## DIRECTIONS FOR THIS TASK
For each line of the data below that contains "name", return that line.

::::

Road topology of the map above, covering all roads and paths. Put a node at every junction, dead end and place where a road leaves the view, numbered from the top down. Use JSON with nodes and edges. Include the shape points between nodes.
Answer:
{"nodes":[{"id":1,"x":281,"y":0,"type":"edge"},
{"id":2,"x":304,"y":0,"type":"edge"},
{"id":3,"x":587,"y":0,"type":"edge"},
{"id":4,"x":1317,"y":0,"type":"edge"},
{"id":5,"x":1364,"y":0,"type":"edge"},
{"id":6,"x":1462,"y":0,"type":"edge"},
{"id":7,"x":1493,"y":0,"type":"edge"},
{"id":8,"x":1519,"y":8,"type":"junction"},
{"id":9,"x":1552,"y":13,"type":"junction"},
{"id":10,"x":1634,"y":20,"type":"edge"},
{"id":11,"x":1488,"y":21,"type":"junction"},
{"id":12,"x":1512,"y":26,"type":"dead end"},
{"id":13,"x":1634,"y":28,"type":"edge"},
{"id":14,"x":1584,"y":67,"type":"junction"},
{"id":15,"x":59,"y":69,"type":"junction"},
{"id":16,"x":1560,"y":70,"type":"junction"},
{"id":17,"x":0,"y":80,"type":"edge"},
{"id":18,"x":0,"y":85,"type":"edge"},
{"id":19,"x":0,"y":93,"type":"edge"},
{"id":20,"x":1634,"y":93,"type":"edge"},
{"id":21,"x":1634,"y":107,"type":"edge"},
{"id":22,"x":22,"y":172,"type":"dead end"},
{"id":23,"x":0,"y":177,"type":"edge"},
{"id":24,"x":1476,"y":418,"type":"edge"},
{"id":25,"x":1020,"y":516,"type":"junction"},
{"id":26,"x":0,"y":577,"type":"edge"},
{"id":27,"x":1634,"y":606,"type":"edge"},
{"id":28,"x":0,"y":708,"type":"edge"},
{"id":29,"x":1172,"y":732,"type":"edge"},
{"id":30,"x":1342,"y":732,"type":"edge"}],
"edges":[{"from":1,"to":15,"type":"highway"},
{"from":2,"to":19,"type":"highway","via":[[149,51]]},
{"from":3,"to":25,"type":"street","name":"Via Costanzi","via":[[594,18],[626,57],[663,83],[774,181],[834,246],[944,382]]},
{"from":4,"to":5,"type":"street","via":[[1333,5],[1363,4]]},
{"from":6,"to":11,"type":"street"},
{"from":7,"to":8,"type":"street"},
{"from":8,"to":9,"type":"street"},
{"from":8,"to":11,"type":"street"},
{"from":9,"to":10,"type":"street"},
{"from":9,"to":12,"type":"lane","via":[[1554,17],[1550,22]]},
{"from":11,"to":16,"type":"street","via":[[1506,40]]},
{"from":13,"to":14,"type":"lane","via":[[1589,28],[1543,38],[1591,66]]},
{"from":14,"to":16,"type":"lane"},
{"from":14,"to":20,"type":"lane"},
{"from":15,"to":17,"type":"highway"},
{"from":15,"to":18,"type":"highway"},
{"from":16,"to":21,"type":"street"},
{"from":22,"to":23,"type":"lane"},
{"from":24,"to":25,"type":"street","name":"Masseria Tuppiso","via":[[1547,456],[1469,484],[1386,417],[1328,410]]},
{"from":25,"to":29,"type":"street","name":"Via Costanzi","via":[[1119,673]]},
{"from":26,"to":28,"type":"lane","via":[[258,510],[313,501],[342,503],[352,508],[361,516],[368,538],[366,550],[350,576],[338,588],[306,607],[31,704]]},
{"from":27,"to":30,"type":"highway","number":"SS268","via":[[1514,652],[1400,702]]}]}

::::

## OUTPUT BELOW
{"from":3,"to":25,"type":"street","name":"Via Costanzi","via":[[594,18],[626,57],[663,83],[774,181],[834,246],[944,382]]},
{"from":24,"to":25,"type":"street","name":"Masseria Tuppiso","via":[[1547,456],[1469,484],[1386,417],[1328,410]]},
{"from":25,"to":29,"type":"street","name":"Via Costanzi","via":[[1119,673]]},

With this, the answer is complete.